---
title: "Context Engineering"
description: "The discipline of designing the complete information payload sent to an LLM — system prompts, tools, retrieval results, memory, and conversation history — to optimize agent behavior across multi-turn tasks."
lang: en
pair: zh.md
lastUpdated: 2026-05-07
status: published
---

# Context Engineering

Context engineering is the discipline of designing and managing the complete information payload sent to an LLM — system prompts, tools, examples, retrieval results, memory, and conversation history — to optimize agent behavior across multiple turns and long-horizon tasks.

## Definition

Where prompt engineering focuses on crafting discrete instructions, context engineering architects the entire information flow that shapes agent behavior. It asks: "What should the agent know at each step?" rather than "What should we say to the model?"

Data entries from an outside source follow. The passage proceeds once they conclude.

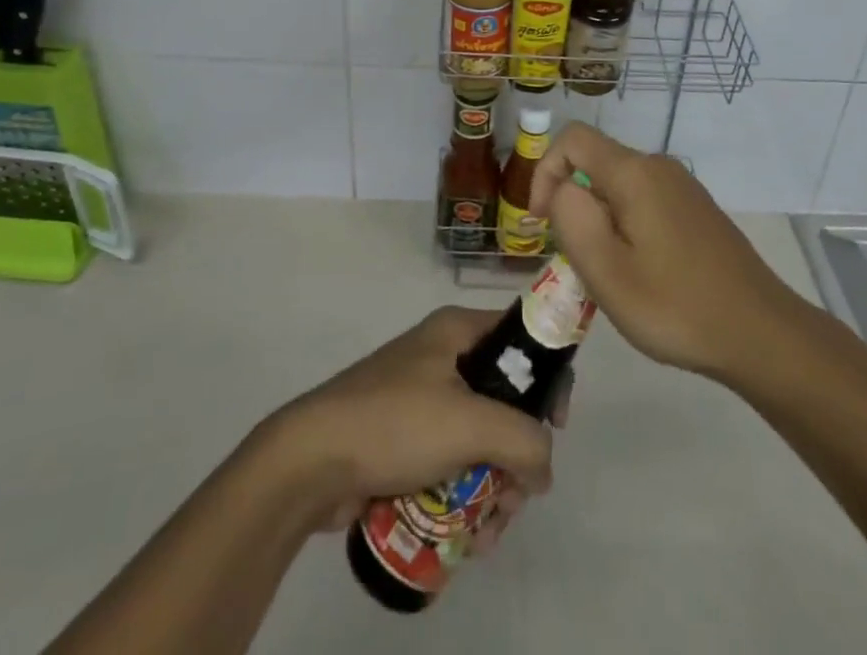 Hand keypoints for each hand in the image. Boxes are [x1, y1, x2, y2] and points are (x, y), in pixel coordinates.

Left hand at [261, 307, 565, 550]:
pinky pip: (452, 462)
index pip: (522, 337)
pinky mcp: (404, 439)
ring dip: (494, 485)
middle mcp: (443, 356)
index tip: (557, 425)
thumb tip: (544, 467)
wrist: (310, 462)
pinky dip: (465, 495)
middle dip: (517, 452)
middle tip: (517, 494)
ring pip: (480, 438)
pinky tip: (465, 536)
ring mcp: (421, 398)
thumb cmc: (394, 423)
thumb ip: (524, 440)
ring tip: (488, 530)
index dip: (548, 375)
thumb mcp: (469, 423)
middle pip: (504, 398)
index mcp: (457, 331)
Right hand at [527, 124, 808, 384]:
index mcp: (634, 172)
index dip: (544, 172)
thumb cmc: (676, 306)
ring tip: (611, 275)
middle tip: (579, 262)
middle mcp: (659, 166)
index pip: (572, 139)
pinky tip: (643, 274)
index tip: (542, 224)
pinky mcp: (696, 209)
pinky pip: (644, 201)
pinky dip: (626, 227)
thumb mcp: (607, 271)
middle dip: (574, 205)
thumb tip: (562, 187)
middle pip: (595, 163)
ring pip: (619, 186)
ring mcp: (682, 187)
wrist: (761, 333)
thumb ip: (571, 217)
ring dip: (600, 221) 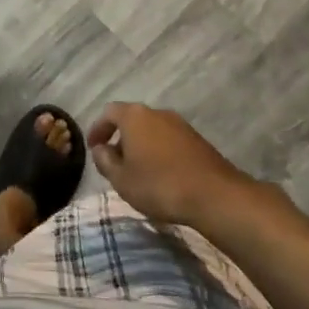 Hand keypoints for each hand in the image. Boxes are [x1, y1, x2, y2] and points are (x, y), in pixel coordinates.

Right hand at [87, 102, 296, 229]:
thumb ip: (105, 161)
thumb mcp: (122, 179)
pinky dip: (159, 152)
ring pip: (152, 130)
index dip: (98, 128)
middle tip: (114, 161)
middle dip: (120, 138)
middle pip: (132, 119)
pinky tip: (161, 175)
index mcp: (134, 116)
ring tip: (137, 170)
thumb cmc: (160, 185)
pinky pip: (169, 140)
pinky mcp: (197, 140)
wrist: (215, 196)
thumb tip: (101, 149)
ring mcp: (180, 125)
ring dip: (141, 146)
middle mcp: (157, 112)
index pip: (109, 112)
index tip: (93, 147) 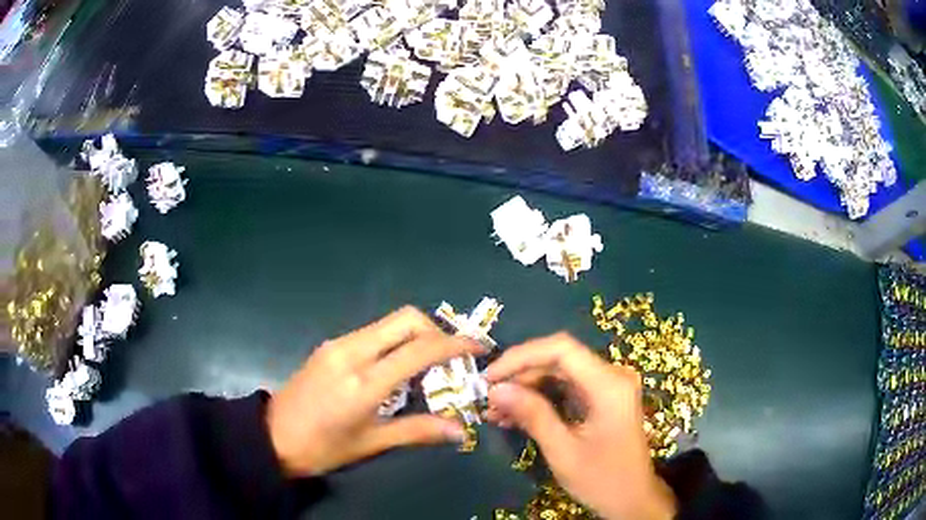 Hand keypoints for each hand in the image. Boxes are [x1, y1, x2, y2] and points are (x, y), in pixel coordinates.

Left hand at [266, 306, 484, 476]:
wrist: (272, 436)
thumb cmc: (322, 447)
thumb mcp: (371, 443)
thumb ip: (417, 431)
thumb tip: (459, 430)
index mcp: (363, 381)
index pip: (418, 349)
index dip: (454, 344)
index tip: (479, 348)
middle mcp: (351, 351)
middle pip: (405, 319)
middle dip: (436, 332)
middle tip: (450, 360)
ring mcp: (338, 344)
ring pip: (389, 323)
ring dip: (416, 336)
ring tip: (428, 366)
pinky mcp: (330, 345)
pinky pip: (372, 333)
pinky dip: (395, 341)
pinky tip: (396, 367)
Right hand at [485, 333, 676, 519]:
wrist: (633, 498)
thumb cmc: (602, 479)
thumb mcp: (563, 451)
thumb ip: (532, 415)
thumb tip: (496, 389)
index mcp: (609, 384)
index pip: (561, 349)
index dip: (521, 356)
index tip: (490, 376)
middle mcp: (612, 375)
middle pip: (559, 359)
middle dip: (520, 375)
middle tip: (489, 398)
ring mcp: (609, 386)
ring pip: (559, 371)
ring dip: (527, 387)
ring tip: (496, 410)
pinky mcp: (602, 398)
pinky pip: (567, 387)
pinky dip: (541, 397)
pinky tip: (516, 414) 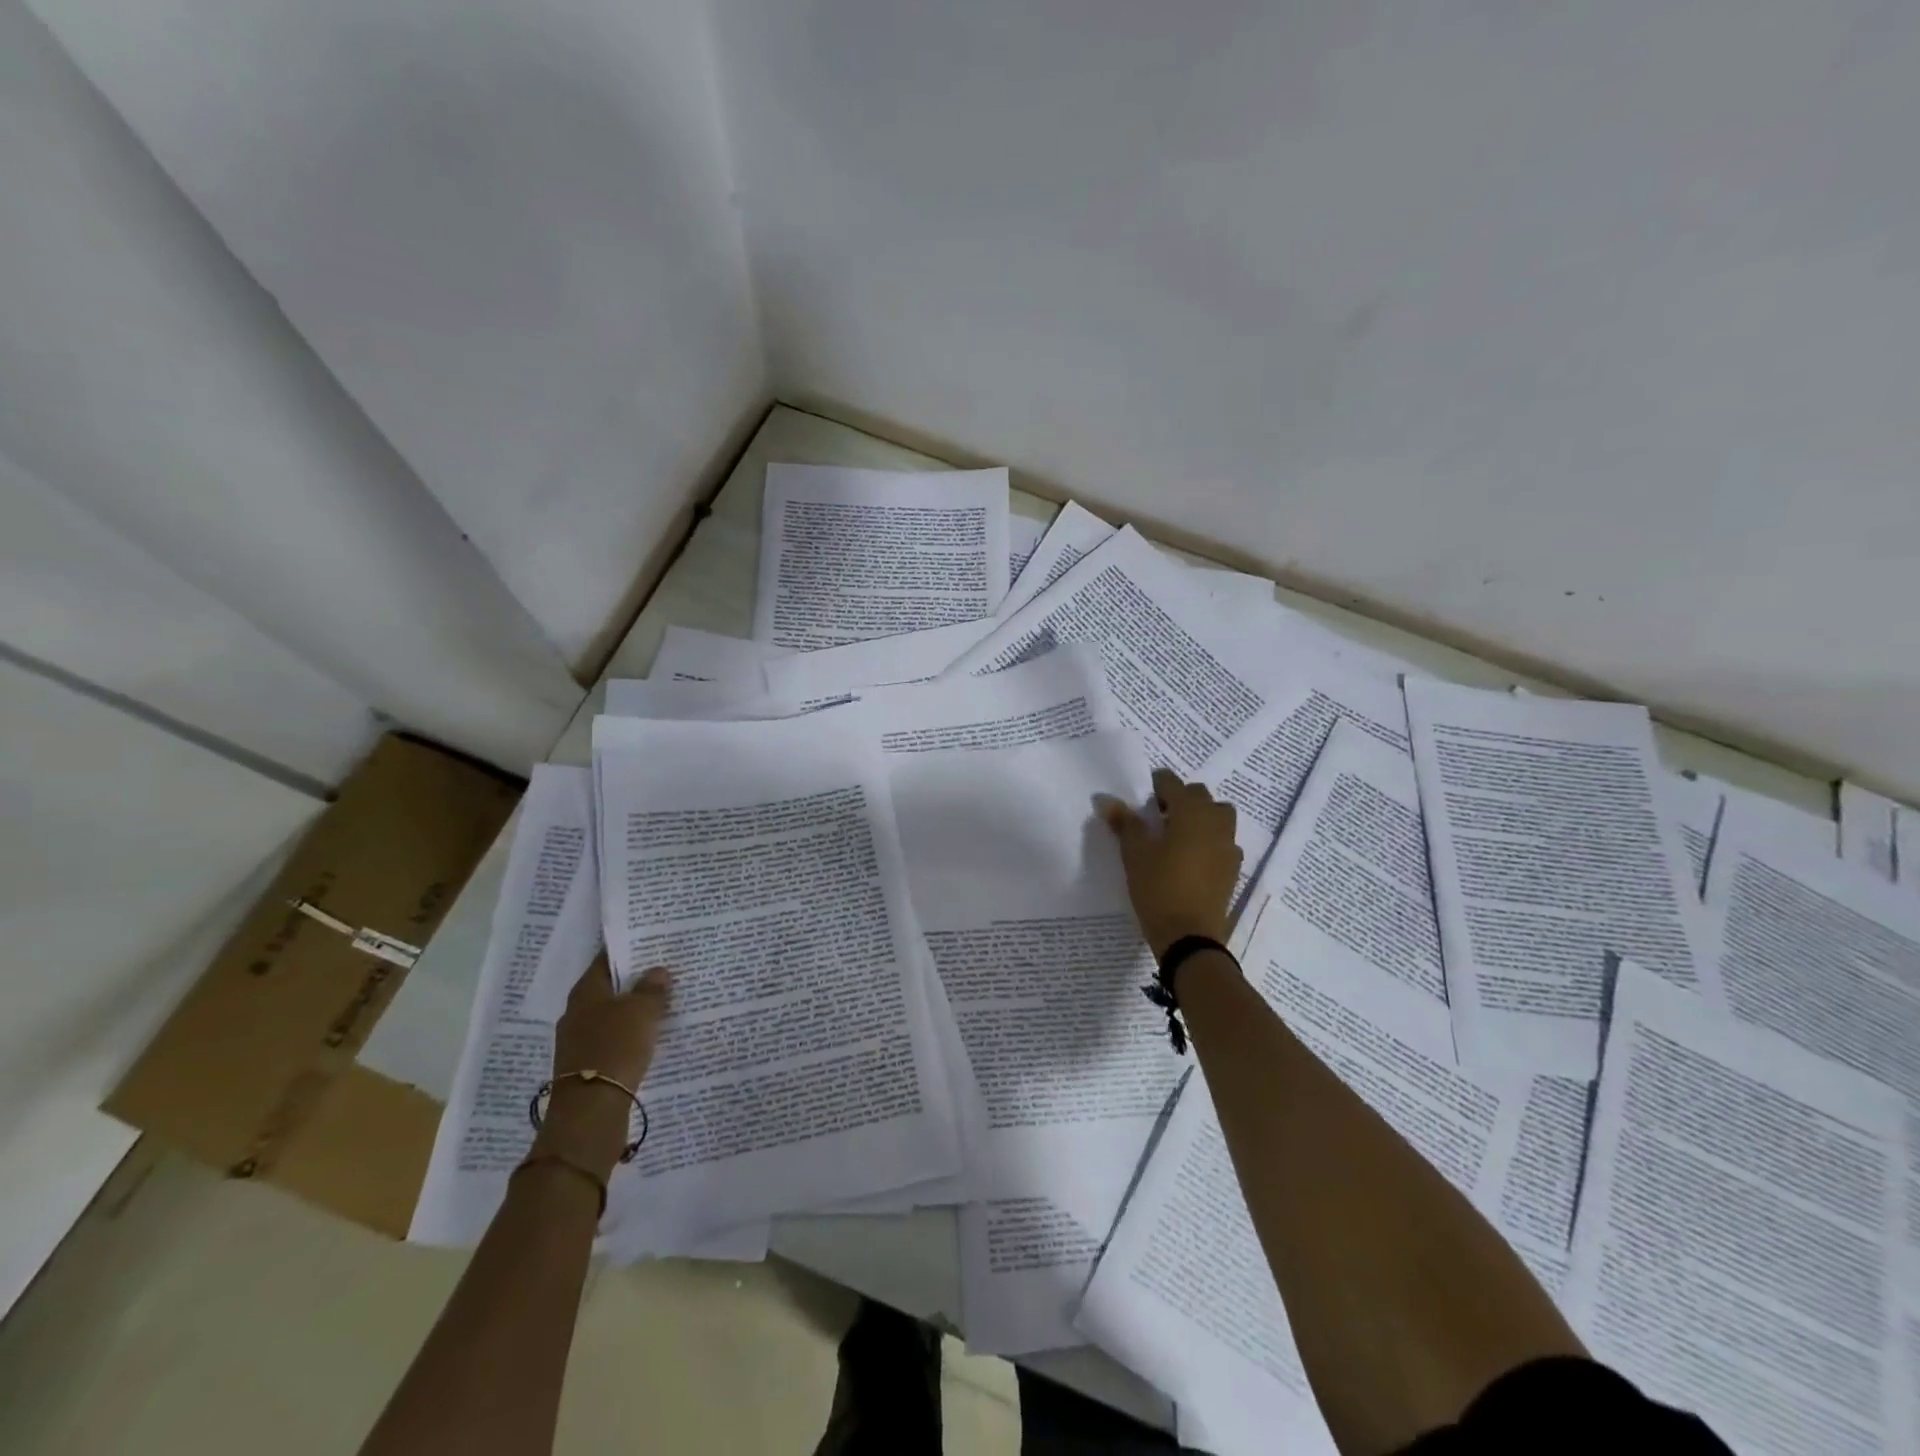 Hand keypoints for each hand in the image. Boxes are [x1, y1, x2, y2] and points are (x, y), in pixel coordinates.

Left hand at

Context engineering encompasses:

- **Token budget allocation**: Finding the smallest set of high-signal tokens that maximize desired outcomes
- **Information lifecycle**: Deciding what enters context, when it's summarized, and when it's evicted
- **Retrieval strategy**: Just-in-time retrieval over pre-loading — fetch what's needed when it's needed
- **Memory architecture**: Persistent storage, compaction, and structured note-taking across long tasks
- **Attention management**: Positioning critical information where the model's attention mechanism will weight it appropriately

## Core Principles

### From Anthropic

Anthropic's guidance on effective context engineering emphasizes:

- Minimal, non-overlapping tools — each tool should have a clear, distinct purpose
- Just-in-time retrieval over pre-loading context
- Diverse canonical examples that demonstrate expected behavior
- System prompts at the right abstraction level
- For long tasks: compaction (summarizing history), structured note-taking, and sub-agent architectures

Source: [Effective context engineering for AI agents](https://www.anthropic.com/engineering/effective-context-engineering-for-ai-agents)

### From Manus

Manus's practical approach highlights:

- KV-cache optimization through stable prefixes for significant latency and cost reduction
- File systems as persistent memory beyond the context window
- Preserving failure traces so agents can learn from mistakes
- Avoiding few-shot brittleness through controlled variation in examples

Source: [Context Engineering for AI Agents: Lessons from Building Manus](https://www.manus.im/blog/Context-Engineering-for-AI-Agents-Lessons-from-Building-Manus)

## Context Rot

A fundamental constraint in context engineering is context rot — the degradation of model attention as context length grows. As more tokens accumulate, earlier information receives less attention weight, leading to forgotten instructions or degraded performance.

Mitigation strategies:

- **Compaction**: Periodically summarize conversation history, preserving key decisions and discarding noise
- **Sub-agent delegation**: Offload subtasks to fresh contexts that aren't burdened by accumulated history
- **Strategic positioning**: Place critical instructions at the beginning and end of context, where attention is strongest

## Relationship to Harness Engineering

Context engineering is a core component of harness engineering. While harness engineering builds the structural environment (CLAUDE.md, specs, directory layout), context engineering ensures that the right information flows to the agent at the right time within that structure.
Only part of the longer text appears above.